◆ Assignment
Read through the listing below, and copy every line where the string "main" appears.

◆ Material provided
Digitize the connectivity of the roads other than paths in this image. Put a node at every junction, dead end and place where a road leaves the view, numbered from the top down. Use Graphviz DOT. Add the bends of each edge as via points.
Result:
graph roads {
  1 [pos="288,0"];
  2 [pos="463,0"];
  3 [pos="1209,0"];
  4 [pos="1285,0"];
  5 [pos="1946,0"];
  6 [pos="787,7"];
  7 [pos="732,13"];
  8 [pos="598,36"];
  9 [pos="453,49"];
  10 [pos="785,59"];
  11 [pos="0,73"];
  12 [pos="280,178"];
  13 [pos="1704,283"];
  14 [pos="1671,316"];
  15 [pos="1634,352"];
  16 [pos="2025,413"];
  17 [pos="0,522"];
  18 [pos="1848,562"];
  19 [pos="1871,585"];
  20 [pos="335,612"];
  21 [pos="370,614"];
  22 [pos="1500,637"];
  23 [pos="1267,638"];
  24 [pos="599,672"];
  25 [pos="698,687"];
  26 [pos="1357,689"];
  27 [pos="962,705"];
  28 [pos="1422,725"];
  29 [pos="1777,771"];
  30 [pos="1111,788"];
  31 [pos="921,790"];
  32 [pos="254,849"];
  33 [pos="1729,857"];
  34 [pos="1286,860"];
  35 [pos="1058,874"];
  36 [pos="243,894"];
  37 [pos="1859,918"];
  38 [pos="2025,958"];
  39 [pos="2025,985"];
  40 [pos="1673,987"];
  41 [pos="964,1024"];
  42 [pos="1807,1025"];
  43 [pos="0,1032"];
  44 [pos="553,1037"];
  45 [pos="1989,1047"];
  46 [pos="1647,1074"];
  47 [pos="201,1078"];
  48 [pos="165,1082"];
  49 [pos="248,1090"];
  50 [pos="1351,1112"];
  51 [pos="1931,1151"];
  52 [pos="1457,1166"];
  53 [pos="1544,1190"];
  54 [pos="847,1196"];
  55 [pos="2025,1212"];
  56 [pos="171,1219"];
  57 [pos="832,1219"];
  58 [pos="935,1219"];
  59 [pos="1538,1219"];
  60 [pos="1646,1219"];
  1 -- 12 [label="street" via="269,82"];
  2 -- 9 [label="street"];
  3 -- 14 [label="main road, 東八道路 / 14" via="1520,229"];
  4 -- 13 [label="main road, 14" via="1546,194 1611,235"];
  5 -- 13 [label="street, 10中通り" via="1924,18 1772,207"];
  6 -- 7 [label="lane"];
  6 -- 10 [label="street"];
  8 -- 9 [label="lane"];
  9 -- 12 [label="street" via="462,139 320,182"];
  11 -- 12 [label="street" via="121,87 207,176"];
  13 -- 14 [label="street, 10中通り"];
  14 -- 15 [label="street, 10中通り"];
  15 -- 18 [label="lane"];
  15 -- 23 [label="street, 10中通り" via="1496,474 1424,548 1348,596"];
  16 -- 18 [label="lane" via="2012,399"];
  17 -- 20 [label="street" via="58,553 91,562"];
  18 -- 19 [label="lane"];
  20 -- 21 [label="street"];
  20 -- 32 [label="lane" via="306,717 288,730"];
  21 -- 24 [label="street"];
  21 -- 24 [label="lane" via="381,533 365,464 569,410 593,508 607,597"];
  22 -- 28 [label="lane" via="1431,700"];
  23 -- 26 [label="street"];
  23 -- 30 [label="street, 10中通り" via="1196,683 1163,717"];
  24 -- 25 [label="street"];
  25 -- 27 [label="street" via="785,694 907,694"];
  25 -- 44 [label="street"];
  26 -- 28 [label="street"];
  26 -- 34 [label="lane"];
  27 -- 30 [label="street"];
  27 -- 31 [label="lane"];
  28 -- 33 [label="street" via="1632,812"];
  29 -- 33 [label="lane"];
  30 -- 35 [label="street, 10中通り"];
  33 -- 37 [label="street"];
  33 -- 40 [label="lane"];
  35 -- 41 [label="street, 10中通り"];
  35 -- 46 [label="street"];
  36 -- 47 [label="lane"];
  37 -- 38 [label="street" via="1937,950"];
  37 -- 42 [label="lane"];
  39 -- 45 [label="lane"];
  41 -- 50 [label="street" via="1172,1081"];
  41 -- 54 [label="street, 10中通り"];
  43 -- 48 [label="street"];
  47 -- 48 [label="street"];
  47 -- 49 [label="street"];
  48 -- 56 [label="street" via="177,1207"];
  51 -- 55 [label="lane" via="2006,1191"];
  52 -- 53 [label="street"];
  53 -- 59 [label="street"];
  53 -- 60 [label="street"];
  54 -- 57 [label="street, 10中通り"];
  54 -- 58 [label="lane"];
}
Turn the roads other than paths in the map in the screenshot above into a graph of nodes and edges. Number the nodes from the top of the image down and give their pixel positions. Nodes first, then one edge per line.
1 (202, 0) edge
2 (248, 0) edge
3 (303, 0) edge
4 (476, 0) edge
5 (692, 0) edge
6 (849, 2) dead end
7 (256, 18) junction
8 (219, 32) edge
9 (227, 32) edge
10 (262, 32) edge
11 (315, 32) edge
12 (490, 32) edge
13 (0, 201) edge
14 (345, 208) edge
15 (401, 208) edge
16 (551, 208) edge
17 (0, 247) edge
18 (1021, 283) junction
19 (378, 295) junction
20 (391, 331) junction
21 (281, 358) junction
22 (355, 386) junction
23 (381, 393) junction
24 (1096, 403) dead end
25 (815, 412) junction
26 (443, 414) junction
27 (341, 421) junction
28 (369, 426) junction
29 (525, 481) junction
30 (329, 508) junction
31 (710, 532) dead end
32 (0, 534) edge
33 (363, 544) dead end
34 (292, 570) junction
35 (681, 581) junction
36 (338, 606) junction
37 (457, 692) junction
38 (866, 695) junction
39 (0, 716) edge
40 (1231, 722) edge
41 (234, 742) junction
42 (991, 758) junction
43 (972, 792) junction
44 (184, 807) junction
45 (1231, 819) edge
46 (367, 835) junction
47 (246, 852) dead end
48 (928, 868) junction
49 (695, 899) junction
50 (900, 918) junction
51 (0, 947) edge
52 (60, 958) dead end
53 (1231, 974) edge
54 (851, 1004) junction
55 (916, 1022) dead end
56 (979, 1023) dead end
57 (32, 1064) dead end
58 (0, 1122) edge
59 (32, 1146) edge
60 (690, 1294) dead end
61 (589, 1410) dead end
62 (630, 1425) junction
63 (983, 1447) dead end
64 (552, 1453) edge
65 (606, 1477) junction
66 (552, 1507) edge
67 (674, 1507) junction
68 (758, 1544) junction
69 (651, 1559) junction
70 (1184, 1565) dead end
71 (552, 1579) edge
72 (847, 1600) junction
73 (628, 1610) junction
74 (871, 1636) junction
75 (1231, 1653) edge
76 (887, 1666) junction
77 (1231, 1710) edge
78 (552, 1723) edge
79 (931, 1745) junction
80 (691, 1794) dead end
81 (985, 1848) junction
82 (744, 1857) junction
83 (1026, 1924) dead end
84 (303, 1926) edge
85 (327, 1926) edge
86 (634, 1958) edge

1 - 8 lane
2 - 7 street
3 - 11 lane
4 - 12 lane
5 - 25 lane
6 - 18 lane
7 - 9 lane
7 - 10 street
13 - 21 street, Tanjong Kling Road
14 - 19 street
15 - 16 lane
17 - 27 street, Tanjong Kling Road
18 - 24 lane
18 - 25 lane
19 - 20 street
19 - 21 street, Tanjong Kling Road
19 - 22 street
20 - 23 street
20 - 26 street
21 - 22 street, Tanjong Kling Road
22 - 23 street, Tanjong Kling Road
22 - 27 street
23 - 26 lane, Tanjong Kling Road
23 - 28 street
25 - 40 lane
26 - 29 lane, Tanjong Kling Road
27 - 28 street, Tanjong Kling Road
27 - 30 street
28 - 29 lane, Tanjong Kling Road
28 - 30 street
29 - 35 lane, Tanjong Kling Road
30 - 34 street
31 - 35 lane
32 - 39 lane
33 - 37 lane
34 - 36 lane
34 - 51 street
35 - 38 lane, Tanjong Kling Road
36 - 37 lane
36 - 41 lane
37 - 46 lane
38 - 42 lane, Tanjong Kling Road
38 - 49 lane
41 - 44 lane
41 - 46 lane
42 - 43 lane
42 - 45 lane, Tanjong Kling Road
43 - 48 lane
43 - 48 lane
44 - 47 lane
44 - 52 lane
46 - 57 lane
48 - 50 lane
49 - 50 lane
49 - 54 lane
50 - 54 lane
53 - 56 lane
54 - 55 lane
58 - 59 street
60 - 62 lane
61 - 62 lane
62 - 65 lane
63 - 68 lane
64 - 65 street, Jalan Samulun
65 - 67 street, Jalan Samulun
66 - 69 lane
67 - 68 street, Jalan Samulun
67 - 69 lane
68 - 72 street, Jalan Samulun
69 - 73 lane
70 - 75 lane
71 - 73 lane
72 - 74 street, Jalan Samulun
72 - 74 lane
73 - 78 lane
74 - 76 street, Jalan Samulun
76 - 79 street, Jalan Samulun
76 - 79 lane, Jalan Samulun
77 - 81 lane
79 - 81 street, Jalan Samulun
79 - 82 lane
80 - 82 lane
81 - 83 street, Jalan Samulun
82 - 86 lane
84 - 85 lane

◆ Task output
  3 -- 14 [label="main road, 東八道路 / 14" via="1520,229"];
  4 -- 13 [label="main road, 14" via="1546,194 1611,235"];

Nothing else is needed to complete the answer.